Optimizing In Vivo CAR-T Cell Engineering for Cancer Immunotherapy

Abstract Chimeric antigen receptor (CAR)-T cell therapy enables potent, antigen-specific immune responses and has demonstrated success in treating hematologic malignancies. However, conventional ex vivo CAR-T manufacturing remains costly, individualized, and logistically complex, posing significant barriers to accessibility and scalability. In vivo CAR-T cell engineering offers a transformative alternative by reprogramming endogenous T cells within the patient, bypassing the need for cell harvesting and expansion.

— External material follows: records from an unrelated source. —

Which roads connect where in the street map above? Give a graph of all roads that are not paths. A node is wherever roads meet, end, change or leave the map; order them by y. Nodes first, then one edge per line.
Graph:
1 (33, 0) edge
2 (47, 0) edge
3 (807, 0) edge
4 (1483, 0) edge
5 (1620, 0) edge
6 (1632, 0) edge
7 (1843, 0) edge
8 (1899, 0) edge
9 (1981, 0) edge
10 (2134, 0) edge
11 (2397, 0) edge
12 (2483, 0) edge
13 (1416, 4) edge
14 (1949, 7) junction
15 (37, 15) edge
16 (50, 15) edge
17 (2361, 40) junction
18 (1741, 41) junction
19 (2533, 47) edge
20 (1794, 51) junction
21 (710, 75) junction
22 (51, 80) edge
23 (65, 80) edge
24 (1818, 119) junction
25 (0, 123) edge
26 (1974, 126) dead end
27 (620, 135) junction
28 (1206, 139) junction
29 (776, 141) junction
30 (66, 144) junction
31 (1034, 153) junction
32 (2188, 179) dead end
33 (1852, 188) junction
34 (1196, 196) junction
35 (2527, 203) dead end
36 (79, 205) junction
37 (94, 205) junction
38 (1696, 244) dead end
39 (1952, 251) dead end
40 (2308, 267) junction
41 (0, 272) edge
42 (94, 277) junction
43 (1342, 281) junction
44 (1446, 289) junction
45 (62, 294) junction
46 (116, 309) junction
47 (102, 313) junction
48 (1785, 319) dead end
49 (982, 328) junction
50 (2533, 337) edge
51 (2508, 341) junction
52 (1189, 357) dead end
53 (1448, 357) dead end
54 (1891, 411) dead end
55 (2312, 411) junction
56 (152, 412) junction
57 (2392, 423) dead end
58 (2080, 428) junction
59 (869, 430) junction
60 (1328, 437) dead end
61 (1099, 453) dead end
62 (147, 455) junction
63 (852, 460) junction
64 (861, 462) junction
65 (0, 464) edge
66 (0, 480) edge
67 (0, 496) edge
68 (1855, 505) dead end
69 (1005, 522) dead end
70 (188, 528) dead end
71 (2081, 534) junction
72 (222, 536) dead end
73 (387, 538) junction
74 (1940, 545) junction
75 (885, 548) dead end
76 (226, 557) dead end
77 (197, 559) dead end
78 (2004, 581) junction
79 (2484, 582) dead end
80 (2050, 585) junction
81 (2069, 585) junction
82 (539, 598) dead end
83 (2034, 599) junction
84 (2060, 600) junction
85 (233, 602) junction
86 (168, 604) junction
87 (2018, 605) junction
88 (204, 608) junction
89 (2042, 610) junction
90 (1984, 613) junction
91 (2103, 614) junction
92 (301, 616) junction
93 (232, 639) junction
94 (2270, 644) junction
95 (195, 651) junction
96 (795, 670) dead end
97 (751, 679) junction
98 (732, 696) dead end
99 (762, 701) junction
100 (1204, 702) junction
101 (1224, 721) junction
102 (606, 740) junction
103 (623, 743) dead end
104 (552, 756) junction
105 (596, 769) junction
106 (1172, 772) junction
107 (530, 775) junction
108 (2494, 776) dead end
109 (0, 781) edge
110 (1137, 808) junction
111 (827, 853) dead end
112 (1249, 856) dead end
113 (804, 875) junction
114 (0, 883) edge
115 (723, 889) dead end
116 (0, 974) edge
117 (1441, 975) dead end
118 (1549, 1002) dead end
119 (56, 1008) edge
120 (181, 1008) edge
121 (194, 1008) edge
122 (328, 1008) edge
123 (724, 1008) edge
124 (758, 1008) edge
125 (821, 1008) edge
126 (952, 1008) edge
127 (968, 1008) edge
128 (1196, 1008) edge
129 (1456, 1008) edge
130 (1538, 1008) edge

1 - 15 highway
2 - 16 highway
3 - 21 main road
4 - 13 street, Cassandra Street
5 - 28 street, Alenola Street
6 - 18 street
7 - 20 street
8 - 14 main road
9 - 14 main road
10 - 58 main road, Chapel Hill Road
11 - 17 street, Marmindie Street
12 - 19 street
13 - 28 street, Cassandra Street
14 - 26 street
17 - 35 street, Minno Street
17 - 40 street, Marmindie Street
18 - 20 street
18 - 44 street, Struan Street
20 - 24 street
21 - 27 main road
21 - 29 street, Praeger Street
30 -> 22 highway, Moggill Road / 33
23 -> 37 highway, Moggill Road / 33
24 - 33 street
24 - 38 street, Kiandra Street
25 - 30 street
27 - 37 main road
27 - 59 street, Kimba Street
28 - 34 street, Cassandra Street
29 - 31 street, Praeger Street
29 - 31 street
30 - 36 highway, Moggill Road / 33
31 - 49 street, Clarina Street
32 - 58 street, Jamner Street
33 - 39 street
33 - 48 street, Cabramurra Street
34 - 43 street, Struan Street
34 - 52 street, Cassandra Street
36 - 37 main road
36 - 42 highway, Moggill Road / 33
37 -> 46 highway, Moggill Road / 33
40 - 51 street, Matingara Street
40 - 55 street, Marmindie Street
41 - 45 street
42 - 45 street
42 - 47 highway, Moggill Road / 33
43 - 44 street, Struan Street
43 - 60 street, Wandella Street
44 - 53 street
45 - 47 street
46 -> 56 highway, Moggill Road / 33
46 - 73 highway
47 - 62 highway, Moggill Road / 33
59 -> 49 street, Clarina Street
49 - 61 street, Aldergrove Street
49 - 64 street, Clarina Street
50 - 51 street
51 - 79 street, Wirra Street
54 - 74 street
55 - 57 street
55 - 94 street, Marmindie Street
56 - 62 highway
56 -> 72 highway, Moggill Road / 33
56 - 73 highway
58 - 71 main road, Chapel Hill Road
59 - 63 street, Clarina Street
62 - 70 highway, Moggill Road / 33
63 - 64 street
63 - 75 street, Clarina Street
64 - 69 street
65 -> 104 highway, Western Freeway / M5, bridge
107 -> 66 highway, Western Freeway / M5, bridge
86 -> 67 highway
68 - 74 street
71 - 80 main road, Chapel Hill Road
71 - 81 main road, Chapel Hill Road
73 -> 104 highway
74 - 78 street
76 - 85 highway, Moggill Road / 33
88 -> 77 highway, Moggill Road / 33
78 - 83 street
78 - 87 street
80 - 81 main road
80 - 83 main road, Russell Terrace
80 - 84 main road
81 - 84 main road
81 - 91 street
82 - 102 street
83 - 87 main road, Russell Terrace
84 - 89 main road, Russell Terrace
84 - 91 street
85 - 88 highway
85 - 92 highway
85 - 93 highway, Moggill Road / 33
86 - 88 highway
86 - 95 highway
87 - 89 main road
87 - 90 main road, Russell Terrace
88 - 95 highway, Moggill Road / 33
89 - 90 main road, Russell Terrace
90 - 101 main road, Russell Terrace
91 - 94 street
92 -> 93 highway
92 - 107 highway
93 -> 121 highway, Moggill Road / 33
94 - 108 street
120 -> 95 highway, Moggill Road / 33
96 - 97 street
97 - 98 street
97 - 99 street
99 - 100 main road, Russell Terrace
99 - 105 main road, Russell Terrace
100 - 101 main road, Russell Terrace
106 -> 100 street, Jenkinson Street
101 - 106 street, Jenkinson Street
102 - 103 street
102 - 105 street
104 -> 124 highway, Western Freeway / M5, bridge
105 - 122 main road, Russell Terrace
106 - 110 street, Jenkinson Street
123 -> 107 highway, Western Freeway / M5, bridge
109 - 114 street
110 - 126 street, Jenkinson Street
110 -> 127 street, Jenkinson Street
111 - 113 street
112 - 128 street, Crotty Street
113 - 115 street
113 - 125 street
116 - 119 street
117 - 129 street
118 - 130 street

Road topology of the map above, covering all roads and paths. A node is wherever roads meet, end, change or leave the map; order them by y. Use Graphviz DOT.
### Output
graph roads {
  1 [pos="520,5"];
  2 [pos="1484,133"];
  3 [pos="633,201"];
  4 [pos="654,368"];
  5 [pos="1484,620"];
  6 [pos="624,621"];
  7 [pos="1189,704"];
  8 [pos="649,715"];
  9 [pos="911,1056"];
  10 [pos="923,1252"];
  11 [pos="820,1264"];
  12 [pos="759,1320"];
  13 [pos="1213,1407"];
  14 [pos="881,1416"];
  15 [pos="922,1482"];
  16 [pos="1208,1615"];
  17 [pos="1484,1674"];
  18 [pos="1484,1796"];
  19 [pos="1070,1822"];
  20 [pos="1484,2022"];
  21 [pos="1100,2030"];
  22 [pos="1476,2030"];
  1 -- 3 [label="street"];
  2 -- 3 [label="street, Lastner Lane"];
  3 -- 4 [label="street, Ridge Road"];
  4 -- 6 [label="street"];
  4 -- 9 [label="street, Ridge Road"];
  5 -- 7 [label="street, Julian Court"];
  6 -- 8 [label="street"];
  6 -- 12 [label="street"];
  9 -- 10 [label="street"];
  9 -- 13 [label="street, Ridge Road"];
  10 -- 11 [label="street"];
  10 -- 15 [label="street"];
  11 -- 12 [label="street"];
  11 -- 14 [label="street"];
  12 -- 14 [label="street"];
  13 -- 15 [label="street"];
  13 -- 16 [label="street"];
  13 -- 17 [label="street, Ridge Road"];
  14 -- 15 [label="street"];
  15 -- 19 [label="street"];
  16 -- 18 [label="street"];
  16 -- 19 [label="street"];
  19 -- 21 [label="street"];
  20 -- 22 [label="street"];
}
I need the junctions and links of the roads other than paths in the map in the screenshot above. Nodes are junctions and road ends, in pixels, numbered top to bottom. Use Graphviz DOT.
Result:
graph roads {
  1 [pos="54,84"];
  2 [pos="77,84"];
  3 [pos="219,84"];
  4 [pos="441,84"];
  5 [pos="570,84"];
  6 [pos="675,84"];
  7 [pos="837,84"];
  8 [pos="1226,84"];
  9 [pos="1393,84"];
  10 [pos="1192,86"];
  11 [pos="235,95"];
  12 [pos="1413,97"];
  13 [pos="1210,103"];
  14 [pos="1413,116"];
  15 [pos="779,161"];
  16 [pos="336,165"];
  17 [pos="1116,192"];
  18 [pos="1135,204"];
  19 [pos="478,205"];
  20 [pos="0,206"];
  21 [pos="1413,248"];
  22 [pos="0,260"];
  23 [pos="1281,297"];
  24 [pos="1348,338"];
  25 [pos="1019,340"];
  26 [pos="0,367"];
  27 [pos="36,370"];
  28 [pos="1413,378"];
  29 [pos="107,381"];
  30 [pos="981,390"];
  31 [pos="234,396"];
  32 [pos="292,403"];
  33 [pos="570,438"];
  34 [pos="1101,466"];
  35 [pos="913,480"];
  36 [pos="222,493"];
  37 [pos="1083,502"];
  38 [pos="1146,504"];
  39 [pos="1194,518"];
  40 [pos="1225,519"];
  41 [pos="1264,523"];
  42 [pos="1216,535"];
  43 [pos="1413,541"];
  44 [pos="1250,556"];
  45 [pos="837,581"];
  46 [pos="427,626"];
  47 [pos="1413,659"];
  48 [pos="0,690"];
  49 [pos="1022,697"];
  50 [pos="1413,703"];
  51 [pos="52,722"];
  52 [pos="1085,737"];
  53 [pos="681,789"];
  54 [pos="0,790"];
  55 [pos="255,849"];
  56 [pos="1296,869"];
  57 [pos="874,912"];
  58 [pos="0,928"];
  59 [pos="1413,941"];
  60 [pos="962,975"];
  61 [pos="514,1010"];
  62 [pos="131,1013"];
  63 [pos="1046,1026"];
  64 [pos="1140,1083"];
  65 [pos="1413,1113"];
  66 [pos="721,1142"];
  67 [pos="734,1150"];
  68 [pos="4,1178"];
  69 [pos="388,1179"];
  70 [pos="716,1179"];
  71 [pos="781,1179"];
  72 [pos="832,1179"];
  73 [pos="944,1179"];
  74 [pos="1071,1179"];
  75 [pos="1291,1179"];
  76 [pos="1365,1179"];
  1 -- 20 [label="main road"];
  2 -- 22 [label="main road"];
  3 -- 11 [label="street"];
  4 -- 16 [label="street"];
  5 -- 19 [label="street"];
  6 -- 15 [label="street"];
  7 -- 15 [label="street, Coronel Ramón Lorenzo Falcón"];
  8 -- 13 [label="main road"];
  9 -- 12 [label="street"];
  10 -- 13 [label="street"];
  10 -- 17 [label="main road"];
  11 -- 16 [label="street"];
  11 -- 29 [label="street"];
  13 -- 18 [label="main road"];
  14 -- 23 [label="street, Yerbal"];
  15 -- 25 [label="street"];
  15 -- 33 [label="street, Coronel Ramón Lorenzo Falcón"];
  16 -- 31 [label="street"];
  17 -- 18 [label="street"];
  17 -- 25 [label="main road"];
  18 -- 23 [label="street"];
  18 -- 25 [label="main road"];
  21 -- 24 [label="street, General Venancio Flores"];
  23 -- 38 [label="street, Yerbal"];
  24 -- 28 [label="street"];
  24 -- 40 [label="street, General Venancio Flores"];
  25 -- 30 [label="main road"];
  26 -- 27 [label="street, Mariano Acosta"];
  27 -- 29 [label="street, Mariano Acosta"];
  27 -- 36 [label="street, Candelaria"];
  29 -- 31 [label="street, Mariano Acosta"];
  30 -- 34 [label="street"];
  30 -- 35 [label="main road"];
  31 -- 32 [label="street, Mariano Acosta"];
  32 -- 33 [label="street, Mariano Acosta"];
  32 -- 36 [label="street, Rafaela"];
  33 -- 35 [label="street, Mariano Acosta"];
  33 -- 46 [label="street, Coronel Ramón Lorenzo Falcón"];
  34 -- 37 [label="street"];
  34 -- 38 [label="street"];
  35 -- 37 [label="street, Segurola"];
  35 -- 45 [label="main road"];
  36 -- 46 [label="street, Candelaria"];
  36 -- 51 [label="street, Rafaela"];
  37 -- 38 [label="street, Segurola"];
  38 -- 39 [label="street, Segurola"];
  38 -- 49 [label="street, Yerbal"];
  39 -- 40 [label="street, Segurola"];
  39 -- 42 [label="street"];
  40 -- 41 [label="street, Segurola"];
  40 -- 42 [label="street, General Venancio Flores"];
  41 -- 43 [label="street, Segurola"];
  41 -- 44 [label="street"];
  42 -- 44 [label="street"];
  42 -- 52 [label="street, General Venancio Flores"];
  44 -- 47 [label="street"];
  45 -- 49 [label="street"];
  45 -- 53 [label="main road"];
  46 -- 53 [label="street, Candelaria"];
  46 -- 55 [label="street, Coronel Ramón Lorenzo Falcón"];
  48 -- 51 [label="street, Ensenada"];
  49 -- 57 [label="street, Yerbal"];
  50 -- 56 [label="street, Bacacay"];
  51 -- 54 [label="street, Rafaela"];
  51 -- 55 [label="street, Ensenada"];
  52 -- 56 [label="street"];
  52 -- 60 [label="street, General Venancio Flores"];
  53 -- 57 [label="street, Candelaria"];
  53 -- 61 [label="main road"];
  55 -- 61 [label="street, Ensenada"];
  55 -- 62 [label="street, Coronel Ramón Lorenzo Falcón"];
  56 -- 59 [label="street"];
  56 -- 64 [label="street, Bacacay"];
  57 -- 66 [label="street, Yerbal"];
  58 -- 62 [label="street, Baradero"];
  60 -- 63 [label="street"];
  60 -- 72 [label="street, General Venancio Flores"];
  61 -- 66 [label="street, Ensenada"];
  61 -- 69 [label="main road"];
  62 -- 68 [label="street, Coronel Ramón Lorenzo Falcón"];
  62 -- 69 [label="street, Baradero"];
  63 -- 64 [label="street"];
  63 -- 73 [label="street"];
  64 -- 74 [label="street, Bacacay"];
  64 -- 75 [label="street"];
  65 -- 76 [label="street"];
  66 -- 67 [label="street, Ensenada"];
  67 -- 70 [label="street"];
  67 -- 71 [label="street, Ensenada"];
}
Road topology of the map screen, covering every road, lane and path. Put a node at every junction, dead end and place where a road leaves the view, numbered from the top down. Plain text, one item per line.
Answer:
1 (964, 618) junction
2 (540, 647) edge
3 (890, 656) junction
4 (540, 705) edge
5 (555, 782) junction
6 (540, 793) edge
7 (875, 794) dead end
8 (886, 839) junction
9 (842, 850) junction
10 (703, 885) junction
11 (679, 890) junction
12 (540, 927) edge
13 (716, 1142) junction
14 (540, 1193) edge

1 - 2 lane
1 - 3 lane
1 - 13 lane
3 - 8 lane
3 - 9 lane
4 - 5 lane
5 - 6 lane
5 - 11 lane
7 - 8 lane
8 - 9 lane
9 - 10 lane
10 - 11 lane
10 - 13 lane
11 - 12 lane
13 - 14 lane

This review focuses on current in vivo CAR-T delivery strategies, including viral vectors (such as lentiviruses, γ-retroviruses, adeno-associated viruses, and viral-like particles) and non-viral systems (such as lipid nanoparticles and polymer-based carriers), with a focus on how these platforms are engineered to achieve efficient, specific, and safe CAR transgene transfer. We also discuss the design principles of vector tropism, membrane modifications, and targeting ligands, as well as translational studies in both preclinical and clinical settings. Finally, the review explores delivery-related challenges and future perspectives for optimizing vector stability, enhancing T cell targeting, and reducing immunogenicity to advance in vivo CAR-T therapy toward broader clinical applications.